So this is a technique I’ve been using in a lot of my more recent edits (1 2 3) so I thought I’d make a tutorial on how to do it for all of you! Keep in mind that I may not go over every little thing, so things like PSD’s or filters you can google about :) Also keep in mind that you will need a bit patience for this. There may be a quicker to go about this, but I don’t know of one so ¯\_(ツ)_/¯
Part One: the two separate images
You can of course make your own animation to use the clipping mask on, but I get my textures from
motion addicts
motion a day
dvdp
bees & bombs
and here is the texture I am using in this tutorial, Comp by murAta Yuzi :)
and here are the images I will be using for this edit:
the reason why the second image is so small, is because it fits within the white circle of the texture we are going to be using. Make sure the images you’re using all have the same amount of frames. that smaller gif i’m using may not seem to have the same amount of frames as the larger one, but trust me it does ;)
Now that you have your images, you’re going to edit these now and THEN edit the texture for the clipping mask later. I may do a tutorial on my coloring techniques later, but for now I’m going to assume you know how to do them. When you’re finished, select all the frames in the Animation Window, and in it’s menu (
in the top right corner of the Animation window), select ‘Flatten Frames into Layers’. Here are the edited images I’m going to use:
Part Two: the animated texture
The next thing I do is work on the texture we’ll use for the clipping mask. We want the texture to be mainly black and white; not JUST grey-scale, but also mostly black and white the colors themselves. Because of this, it’s best to use textures with two main colors, ones with 3+ get more complicated.
As long as the texture has two solid colors, we can make it black and white ourselves. To explain this better we'll use this frame of TOHRU MiTSUHASHi’s GOOD BYE, which is blue and purple.

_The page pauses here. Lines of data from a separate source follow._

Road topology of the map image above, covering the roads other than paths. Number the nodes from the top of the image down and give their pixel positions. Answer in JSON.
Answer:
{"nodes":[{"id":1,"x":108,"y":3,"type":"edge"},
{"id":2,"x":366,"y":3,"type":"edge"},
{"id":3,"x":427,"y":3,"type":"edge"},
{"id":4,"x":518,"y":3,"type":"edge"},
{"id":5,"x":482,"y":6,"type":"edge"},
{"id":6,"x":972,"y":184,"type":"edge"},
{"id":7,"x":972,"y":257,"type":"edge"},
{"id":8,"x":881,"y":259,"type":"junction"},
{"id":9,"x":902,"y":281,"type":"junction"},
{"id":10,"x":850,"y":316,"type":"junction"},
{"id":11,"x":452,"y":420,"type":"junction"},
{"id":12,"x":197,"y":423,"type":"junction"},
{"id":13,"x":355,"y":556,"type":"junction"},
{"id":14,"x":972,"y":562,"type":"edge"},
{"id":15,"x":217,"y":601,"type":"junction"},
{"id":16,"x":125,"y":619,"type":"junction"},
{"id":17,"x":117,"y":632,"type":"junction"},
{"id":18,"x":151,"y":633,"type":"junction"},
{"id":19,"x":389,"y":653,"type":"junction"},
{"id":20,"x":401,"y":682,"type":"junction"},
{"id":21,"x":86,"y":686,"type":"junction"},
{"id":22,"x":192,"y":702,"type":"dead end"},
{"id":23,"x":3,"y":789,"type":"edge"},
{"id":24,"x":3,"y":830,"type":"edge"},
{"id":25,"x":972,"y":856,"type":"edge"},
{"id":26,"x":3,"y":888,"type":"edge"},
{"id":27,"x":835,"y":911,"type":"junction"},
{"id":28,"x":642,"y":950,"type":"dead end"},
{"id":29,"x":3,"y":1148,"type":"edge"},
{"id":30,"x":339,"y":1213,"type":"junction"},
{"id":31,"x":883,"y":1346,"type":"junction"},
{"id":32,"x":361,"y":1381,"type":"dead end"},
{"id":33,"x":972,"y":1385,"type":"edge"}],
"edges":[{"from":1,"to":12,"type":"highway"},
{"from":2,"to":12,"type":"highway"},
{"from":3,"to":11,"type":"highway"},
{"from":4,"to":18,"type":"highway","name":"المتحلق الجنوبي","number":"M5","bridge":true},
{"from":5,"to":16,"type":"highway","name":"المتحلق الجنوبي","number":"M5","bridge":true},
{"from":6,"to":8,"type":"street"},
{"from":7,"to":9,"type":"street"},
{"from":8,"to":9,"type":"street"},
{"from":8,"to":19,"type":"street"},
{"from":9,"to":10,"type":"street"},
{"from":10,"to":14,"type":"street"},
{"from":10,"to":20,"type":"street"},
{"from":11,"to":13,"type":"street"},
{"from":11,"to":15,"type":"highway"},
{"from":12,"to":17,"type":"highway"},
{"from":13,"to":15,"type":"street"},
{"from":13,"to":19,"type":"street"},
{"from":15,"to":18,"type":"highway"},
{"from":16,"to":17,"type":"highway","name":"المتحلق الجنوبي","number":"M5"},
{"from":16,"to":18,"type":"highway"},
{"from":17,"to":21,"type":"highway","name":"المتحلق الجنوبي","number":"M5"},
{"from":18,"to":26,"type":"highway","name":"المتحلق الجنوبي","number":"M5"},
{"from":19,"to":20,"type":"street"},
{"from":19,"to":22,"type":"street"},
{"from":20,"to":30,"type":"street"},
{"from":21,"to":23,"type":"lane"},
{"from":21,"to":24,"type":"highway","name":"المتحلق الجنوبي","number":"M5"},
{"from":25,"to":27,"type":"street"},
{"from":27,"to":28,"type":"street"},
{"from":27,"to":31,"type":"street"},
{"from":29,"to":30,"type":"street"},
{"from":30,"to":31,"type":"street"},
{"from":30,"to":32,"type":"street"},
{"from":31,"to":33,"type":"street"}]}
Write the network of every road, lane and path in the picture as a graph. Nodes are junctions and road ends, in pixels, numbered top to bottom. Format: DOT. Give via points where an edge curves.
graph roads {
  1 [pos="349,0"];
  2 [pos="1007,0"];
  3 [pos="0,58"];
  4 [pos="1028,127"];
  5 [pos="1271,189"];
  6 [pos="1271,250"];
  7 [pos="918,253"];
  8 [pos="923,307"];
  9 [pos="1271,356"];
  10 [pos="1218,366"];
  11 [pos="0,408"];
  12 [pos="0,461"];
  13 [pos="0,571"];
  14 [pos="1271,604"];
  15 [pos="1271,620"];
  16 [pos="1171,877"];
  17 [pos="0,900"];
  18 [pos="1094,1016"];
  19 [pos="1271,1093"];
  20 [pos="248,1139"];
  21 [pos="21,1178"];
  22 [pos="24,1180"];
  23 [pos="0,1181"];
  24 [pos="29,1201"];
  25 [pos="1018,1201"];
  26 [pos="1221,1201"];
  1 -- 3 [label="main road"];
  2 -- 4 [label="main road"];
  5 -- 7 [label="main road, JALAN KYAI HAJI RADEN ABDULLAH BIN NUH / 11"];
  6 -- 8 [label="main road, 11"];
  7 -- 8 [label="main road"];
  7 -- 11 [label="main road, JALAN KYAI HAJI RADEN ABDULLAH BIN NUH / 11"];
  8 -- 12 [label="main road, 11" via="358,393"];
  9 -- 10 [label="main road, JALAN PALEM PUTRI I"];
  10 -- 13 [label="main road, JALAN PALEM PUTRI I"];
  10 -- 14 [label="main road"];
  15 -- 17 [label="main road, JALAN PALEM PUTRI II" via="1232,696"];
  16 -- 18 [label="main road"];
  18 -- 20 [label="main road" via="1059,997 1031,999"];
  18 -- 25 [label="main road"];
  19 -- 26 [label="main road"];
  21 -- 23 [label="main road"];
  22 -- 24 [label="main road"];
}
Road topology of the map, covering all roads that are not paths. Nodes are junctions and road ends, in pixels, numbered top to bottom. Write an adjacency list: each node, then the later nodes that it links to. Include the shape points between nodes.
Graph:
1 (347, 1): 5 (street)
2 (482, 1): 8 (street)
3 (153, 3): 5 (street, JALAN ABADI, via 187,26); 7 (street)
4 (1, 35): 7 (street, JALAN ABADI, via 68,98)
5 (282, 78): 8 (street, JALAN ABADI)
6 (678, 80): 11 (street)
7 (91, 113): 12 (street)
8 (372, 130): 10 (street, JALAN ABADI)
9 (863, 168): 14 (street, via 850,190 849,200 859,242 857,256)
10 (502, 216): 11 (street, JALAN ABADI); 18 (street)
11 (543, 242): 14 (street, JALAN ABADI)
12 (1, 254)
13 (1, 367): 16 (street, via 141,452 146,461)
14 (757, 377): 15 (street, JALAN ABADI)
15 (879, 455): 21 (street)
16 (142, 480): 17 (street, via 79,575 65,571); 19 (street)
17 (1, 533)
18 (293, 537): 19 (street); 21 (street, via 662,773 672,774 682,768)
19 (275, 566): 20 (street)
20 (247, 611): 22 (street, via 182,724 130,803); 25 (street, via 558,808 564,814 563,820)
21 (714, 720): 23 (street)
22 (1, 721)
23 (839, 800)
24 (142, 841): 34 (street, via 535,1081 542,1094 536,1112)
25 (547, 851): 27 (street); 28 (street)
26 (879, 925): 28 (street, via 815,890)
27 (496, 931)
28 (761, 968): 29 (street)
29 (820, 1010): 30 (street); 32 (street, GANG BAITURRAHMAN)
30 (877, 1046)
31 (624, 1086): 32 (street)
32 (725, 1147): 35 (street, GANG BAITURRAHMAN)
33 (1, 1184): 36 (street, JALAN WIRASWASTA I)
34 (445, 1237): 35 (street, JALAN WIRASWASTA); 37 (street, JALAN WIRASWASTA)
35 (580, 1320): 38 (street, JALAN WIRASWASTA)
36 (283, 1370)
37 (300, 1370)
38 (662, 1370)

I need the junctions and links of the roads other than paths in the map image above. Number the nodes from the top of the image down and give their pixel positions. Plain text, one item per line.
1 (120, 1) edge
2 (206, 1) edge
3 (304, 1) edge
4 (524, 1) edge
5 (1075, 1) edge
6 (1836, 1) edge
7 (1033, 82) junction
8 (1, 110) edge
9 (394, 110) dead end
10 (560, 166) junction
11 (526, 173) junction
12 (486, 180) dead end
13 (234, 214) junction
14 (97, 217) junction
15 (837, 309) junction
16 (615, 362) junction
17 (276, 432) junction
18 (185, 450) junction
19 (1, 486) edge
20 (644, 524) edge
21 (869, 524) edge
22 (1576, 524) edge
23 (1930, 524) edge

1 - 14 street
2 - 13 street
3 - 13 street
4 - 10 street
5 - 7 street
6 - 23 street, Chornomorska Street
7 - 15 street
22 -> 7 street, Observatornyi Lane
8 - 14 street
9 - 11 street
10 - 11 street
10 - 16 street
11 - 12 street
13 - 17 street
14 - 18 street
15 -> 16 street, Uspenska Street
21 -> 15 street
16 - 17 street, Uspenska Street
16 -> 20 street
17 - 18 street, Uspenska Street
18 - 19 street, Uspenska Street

And to make it black and white, we open a new layer at the top of all the other layers, and fill it with white, grey, or black. Then we put that layer on the blend mode ‘Color’. Then open the Adjustments Window (window > adjustments), and click Curves.
Click the white eye-drop, and then click the lightest area in the gif Then click the black eye-drop, and then click the darkest area in the gif. This makes it so the gif is almost completely black or white, perfect for clipping masks.
The next part will take patience. Select the Background Eraser tool. Have the settings like my own below. The tool doesn’t have to be as big as 2200px, but be sure it’s large enough to contain the canvas of the texture.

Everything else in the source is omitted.